= Charles Fearne =

English jurist (1742–1794)

Charles Fearne (1742–1794) was an English jurist.

==Life==
The son of Charles Fearne, judge-advocate of the Admiralty, he was born in London, and was educated at Westminster School.

Fearne adopted the legal profession, but devoted time and money to experiments: he saw a commercial application to morocco leather, and designed a musket.
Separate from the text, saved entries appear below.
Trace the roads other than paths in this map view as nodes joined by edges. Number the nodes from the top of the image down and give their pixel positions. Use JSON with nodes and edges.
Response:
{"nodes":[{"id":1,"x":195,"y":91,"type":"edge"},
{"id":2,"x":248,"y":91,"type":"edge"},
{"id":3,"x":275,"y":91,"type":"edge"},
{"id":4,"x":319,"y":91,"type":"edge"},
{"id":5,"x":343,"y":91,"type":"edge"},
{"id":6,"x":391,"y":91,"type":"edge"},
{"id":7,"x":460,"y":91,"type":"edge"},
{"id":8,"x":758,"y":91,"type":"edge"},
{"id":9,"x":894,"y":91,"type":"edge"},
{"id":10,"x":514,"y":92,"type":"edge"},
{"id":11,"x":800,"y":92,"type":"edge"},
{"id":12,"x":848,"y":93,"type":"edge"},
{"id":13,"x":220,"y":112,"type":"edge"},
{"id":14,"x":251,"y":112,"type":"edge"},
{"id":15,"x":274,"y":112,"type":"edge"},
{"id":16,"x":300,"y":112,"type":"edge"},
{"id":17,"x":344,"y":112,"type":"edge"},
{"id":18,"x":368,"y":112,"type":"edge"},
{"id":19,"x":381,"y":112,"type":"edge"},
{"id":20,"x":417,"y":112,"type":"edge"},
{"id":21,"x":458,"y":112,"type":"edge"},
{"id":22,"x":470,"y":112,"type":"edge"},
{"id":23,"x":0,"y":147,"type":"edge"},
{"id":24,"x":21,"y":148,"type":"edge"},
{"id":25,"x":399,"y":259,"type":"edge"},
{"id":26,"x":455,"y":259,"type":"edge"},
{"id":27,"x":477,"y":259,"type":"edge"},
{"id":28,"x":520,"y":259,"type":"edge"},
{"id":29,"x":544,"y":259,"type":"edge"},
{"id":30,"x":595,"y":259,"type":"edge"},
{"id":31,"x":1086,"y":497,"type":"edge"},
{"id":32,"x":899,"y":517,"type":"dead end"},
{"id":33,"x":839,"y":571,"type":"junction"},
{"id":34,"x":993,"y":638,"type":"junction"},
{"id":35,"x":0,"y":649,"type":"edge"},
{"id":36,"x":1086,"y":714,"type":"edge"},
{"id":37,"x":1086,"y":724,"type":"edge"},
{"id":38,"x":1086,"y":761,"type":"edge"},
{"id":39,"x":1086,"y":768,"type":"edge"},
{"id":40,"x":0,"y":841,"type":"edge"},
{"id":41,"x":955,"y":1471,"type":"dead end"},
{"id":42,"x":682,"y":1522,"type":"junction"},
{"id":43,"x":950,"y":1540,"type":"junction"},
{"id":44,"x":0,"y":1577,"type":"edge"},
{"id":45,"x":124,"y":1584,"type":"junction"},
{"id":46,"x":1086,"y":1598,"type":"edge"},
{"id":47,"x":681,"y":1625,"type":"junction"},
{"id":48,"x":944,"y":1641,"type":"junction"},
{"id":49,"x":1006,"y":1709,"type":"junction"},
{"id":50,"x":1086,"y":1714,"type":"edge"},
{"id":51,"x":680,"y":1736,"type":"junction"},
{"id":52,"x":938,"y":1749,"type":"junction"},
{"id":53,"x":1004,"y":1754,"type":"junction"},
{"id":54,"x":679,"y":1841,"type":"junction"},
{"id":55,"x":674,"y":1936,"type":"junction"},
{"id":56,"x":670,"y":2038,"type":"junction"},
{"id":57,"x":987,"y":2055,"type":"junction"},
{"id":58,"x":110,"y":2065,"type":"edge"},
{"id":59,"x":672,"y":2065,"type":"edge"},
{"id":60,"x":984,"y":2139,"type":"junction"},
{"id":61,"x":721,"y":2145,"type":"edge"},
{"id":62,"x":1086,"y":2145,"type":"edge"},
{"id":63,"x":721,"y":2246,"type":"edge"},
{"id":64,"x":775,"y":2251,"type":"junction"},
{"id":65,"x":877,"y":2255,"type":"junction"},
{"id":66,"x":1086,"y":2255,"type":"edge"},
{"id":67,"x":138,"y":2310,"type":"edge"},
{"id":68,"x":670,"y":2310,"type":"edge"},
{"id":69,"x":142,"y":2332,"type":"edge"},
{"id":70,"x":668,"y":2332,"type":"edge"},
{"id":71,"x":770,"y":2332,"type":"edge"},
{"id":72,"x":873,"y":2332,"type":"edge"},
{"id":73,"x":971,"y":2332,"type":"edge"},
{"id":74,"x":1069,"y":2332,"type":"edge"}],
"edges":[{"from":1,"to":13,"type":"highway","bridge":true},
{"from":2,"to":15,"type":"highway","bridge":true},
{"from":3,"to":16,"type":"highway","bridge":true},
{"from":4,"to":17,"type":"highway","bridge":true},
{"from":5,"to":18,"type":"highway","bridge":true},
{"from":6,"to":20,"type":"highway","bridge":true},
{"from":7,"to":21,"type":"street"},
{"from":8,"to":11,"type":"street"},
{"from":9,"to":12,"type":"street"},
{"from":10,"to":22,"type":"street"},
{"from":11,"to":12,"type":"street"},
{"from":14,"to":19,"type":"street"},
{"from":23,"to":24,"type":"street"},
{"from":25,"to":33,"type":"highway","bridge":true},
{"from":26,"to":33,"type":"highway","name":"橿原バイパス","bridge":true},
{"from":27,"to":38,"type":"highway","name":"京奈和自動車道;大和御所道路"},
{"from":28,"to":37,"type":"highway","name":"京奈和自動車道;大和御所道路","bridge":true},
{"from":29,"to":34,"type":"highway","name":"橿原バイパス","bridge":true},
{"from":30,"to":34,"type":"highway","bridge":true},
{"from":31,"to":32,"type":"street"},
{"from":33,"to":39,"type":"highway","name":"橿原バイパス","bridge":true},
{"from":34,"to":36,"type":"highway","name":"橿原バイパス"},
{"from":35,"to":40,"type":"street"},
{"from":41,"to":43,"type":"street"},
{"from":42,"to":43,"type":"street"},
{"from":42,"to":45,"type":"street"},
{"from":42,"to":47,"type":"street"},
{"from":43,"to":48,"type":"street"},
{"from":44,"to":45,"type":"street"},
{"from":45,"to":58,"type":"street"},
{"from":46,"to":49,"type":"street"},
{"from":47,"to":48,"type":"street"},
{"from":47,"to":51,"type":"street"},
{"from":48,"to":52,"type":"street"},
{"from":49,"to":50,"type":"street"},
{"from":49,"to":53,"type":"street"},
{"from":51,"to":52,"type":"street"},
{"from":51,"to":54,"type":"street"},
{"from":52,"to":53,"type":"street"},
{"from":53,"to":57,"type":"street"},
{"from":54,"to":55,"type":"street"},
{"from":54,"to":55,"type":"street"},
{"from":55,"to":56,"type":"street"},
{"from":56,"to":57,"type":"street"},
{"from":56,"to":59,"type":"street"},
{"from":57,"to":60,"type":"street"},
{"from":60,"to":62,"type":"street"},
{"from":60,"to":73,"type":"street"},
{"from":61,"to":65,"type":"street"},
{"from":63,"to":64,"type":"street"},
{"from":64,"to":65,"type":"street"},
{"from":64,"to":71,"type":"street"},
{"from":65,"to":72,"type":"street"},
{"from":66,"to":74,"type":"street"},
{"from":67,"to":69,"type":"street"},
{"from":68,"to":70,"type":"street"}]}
He died in 1794, leaving his widow and family in impecunious circumstances.

==Works==
Fearne's 1772 work, "Essay on the Learning of Contingent Remainders and Executory Devices", is deemed to have done "more than any other to preserve the Rule in Shelley's Case as black letter law (as distinguished from a rule of construction)." His Essay on the Learning of Contingent Remainders and Executory Devises, the work which has made his reputation as a legal authority, and which passed through numerous editions, was called forth by a decision of Lord Mansfield in the case of Perrin v. Blake, and had the effect of reversing that decision.

An edition in 1797 was by his former pupil John Joseph Powell, and the Essay on the Nature and Operation of Fines and Recoveries (1783) by William Cruise was inspired by Contingent Remainders.

A volume entitled Fearne's Posthumous Works was published by subscription in 1797 for the benefit of his widow.